Pagi ini sebuah surat kembali aku terima, siapa lagi pengirimnya kalau bukan Mas Arif? Ia sudah menungguku di depan pintu kamar tadi pagi dan menyodorkan sebuah surat. Senyum mengembang di wajahku.
Akhirnya!
Aku duduk di halaman rumah sembari membuka surat itu. Tulisan Mas Arif sangat khas sekali, mungkin kalau ia hidup di masa depan, tulisannya akan diberi nilai sempurna oleh guru bahasa Indonesia-ku!
Tanja pada boelan, adakah jang lebih indah dari kamoe?

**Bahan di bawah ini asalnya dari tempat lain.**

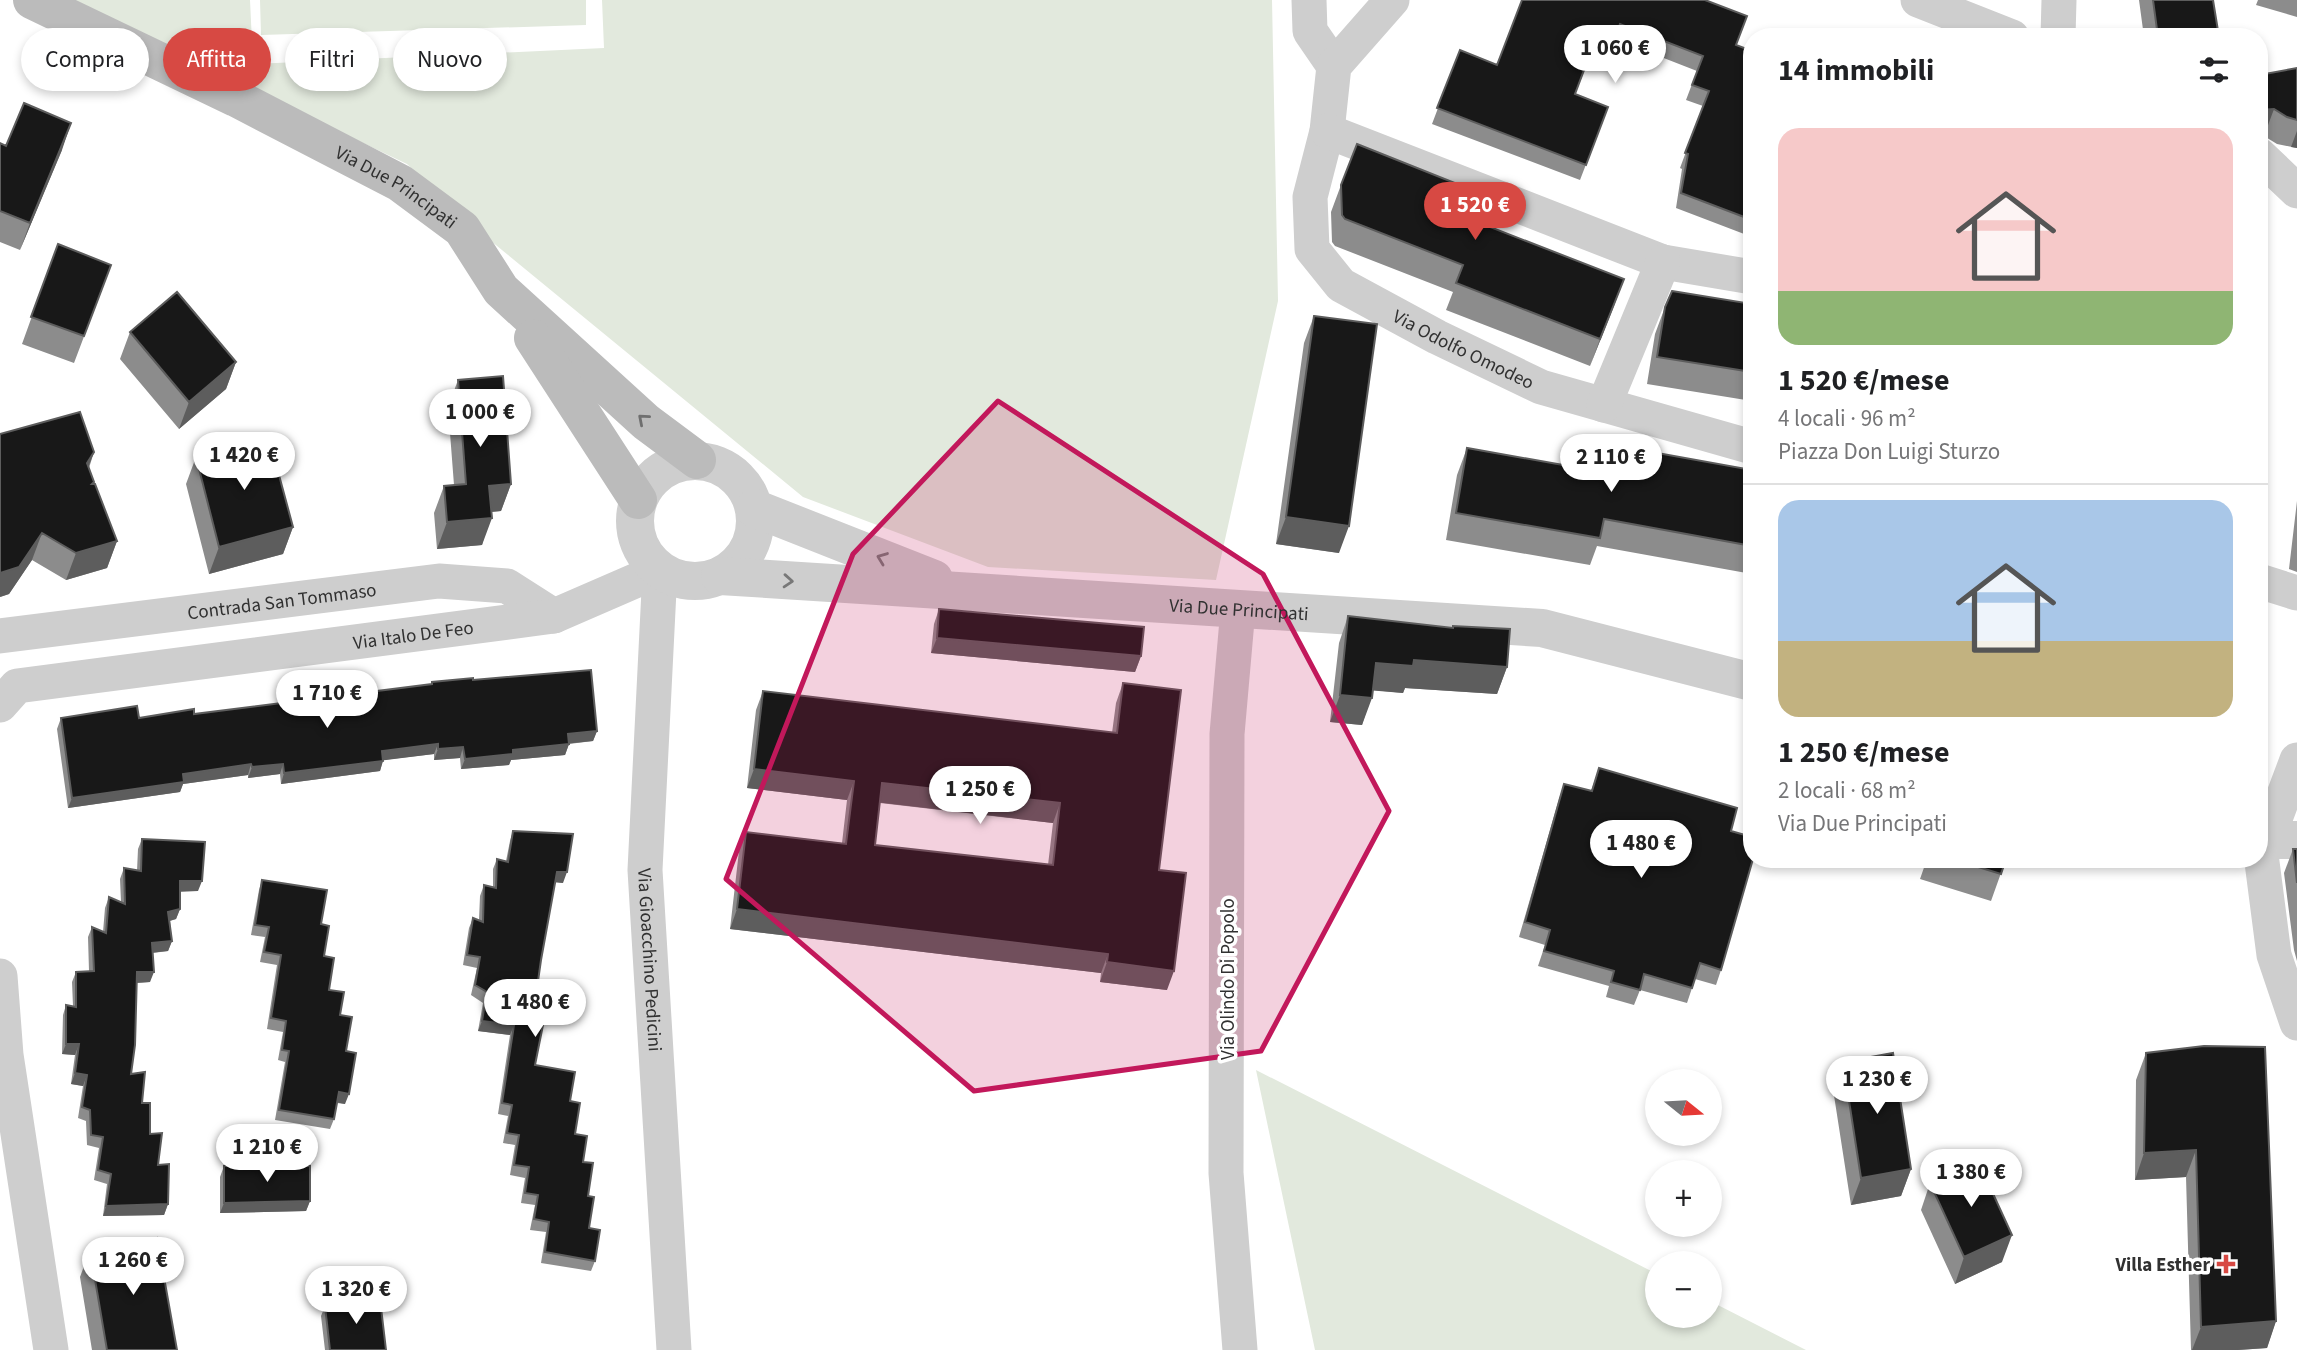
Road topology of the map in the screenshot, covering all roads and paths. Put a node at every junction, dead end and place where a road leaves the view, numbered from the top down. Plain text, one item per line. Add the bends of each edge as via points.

Tidak, hanja kamoe.Maaf Lana, akoe baroe bisa mengirimkan soerat oentoekmoe.
-Arif Soerata
Ah, padahal kata-kata yang ia tulis di surat ini cukup singkat, tetapi mampu membuatku salah tingkah! Aku menyimpan surat itu dan membawanya ke dalam pelukanku. Dari dalam rumah, aku bisa mendengar suara Bu Surnani yang memanggilku. Dengan segera aku berjalan menghampirinya.
"Ada apa, Bu?" ucapku sesampainya aku di hadapan beliau.

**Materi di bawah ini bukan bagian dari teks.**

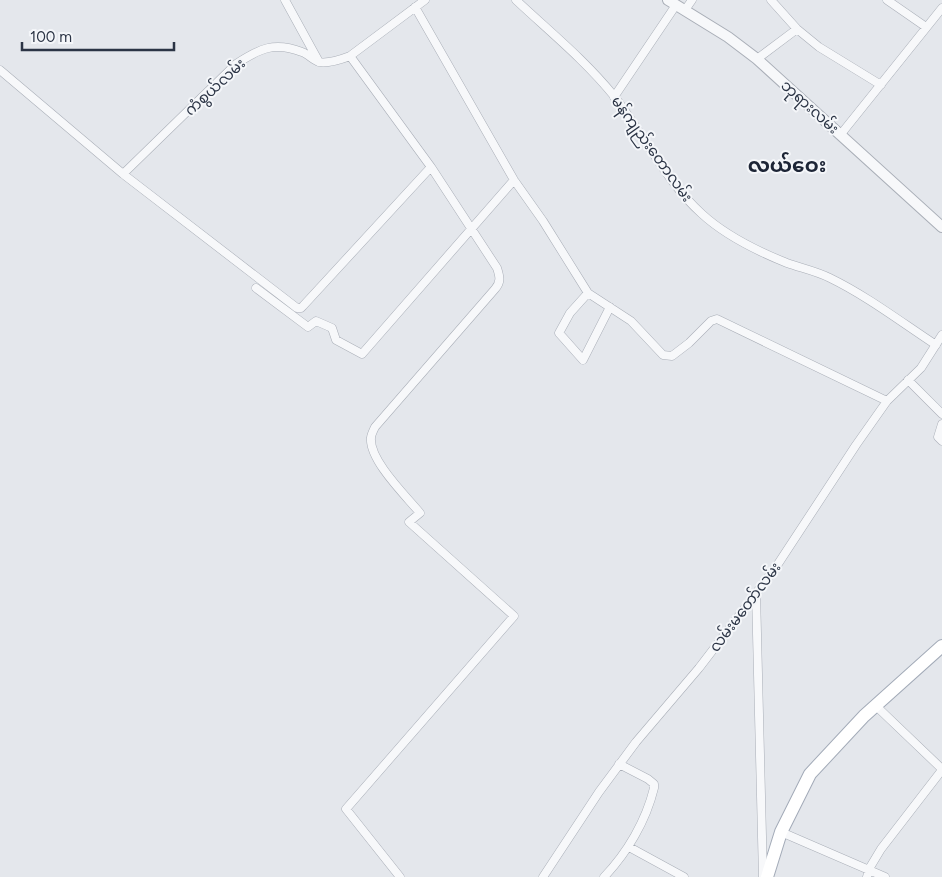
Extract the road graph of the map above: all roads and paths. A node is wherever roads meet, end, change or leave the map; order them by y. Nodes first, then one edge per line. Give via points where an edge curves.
1 (285, 0) edge
2 (425, 0) edge
3 (516, 0) edge
4 (692, 0) edge
5 (771, 0) edge
6 (887, 0) edge
7 (677, 5) edge
8 (415, 7) junction
9 (942, 8) edge
10 (926, 27) junction
11 (797, 29) junction
12 (350, 56) junction
13 (758, 59) junction
14 (319, 62) junction
15 (0, 70) edge
16 (881, 85) junction
17 (614, 96) junction
18 (842, 134) junction
19 (432, 167) junction
20 (123, 174) junction
21 (514, 180) junction
22 (942, 227) edge
23 (470, 229) junction
24 (256, 288) dead end
25 (588, 293) junction
26 (610, 306) junction
27 (942, 335) edge
28 (936, 345) junction
29 (908, 380) junction
30 (887, 401) junction
31 (942, 414) edge
32 (942, 424) edge
33 (942, 441) edge
34 (756, 593) junction
35 (942, 646) edge
36 (875, 705) junction
37 (619, 764) junction
38 (942, 770) edge
39 (780, 832) junction
40 (629, 847) junction
41 (868, 873) edge
42 (400, 877) edge
43 (543, 877) edge
44 (604, 877) edge
45 (684, 877) edge
46 (763, 877) edge
47 (767, 877) edge
48 (885, 877) edge

1 - 14 street
2 - 8 street
3 - 17 street, မန်ကျည်းတောလမ်း via 579,58
4 - 7 street
5 - 11 street
6 - 10 street
7 - 13 street, ဘုရားလမ်း
7 - 17 street
8 - 12 street
8 - 21 street
9 - 10 street
10 - 16 street
11 - 13 street
11 - 16 street via 819,47
12 - 14 street
12 - 19 street
13 - 18 street, ဘုရားလမ်း
14 - 20 street, ကံစွယ်လမ်း via 290,49 256,51 236,64
15 - 20 street
16 - 18 street
17 - 28 street, မန်ကျည်းတောလမ်း via 686,199 714,224 738,241 844,285
18 - 22 street, ဘုရားလမ်း
19 - 20 street via 301,308
19 - 23 street
21 - 23 street
21 - 25 street
23 - 24 street via 362,354 336,340 332,328 316,321 308,327
23 - 42 street via 497,268 499,284 375,427 371,437 372,448 377,461 420,513 409,522 514,616 346,809
25 - 26 street
25 - 26 street via 570,313 559,333 583,360
26 - 30 street via 631,321 663,355 672,356 717,319
27 - 28 street, လမ်းမတော်လမ်း
28 - 29 street, လမ်းမတော်လမ်း via 921,368
29 - 30 street, လမ်းမတော်လမ်း
29 - 31 street
30 - 34 street, လမ်းမတော်လမ်း
32 - 33 street via 938,437
34 - 37 street, လမ်းမတော်လမ်း
34 - 46 street
35 - 36 main road
36 - 38 street
36 - 39 main road via 810,774
37 - 40 street via 654,784
37 - 43 street, လမ်းမတော်လမ်း
38 - 41 street via 881,849
39 - 41 street
39 - 47 main road
40 - 44 street
40 - 45 street
41 - 48 street

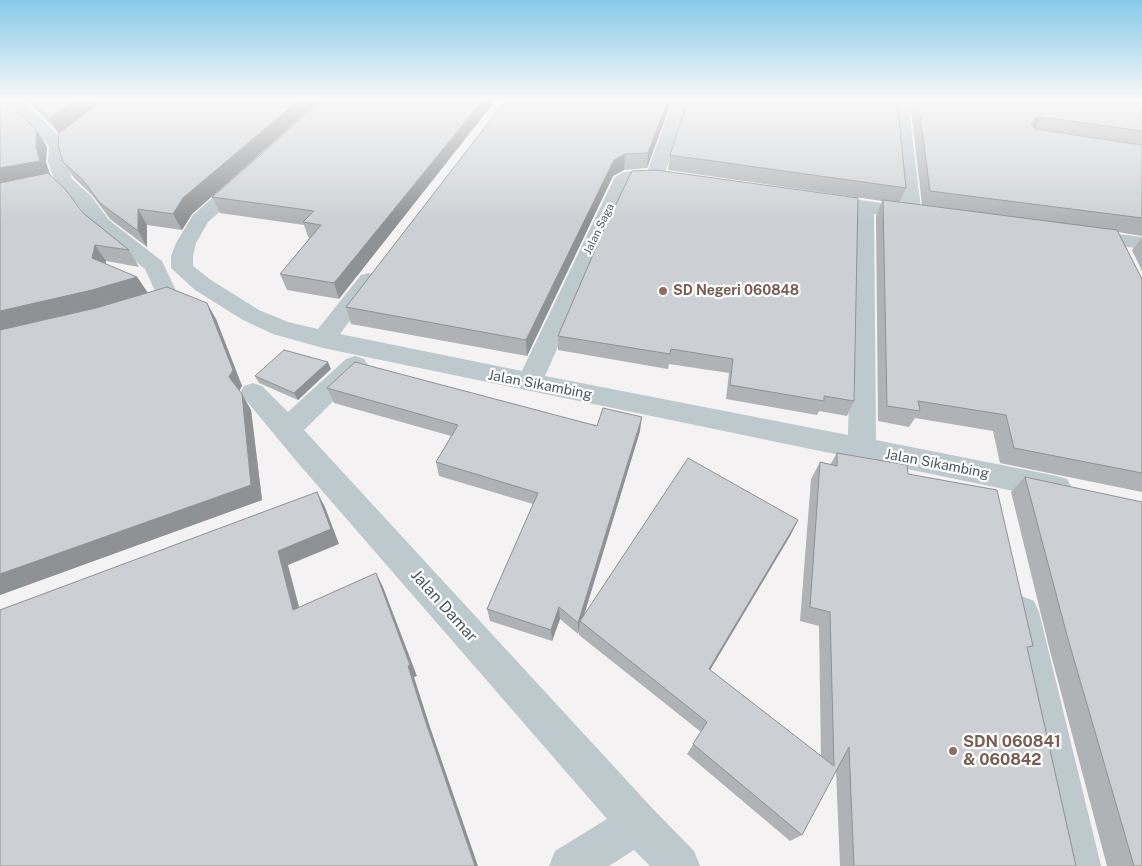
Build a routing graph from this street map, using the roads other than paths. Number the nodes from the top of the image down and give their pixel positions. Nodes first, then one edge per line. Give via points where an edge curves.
1 (53, 140) edge
2 (65, 140) edge
3 (672, 140) edge
4 (908, 140) edge
5 (58, 145) junction
6 (259, 166) edge
7 (797, 197) edge
8 (864, 206) junction
9 (1066, 233) edge
10 (1114, 239) junction
11 (1142, 243) edge
12 (383, 263) edge
13 (1126, 264) edge
14 (203, 285) junction
15 (323, 340) junction
16 (369, 350) junction
17 (529, 383) junction
18 (253, 393) dead end
19 (286, 428) junction
20 (862, 450) junction
21 (990, 474) junction
22 (1085, 494) edge
23 (999, 512) edge
24 (1014, 579) edge
25 (638, 824) junction
26 (570, 866) edge
27 (679, 866) edge
28 (1080, 866) edge

1 - 5 street
2 - 5 street
3 - 17 street, Jalan Saga via 664,178 631,176 622,181
4 - 8 street via 922,215
5 - 14 street via 54,183 84,200 102,224 154,266 159,300
6 - 14 street, Jalan Sikambing via 200,219 186,243 182,268
7 - 8 street
8 - 20 street
9 - 10 street
10 - 11 street
10 - 13 street
12 - 15 street
14 - 15 street, Jalan Sikambing via 251,316
15 - 16 street, Jalan Sikambing
16 - 17 street, Jalan Sikambing
16 - 19 street
17 - 20 street, Jalan Sikambing
18 - 19 street, Jalan Damar
19 - 25 street, Jalan Damar via 308,455 324,492
20 - 21 street, Jalan Sikambing
21 - 22 street, Jalan Sikambing
21 - 23 street
24 - 28 street
25 - 26 street
25 - 27 street, Jalan Damar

Rupanya Bu Surnani meminta bantuanku untuk membantunya memasak menu makanan hari ini. Aku tak keberatan dengan hal itu. Aku pun membantu beliau memasak makanan, dengan lihai aku menumis bumbu masakan dan mencincang beberapa bahan masakan. Hanya dalam waktu satu jam pun masakan kami sudah jadi!
Mas Arif keluar dari bilik mandi, indra penciumannya mengendus-endus harum masakan. "Wah, kayaknya enak banget nih makan siang kali ini."
"Iya dong, Rif. Masakan Lana loh ini," balas Bu Surnani seraya menunjukku.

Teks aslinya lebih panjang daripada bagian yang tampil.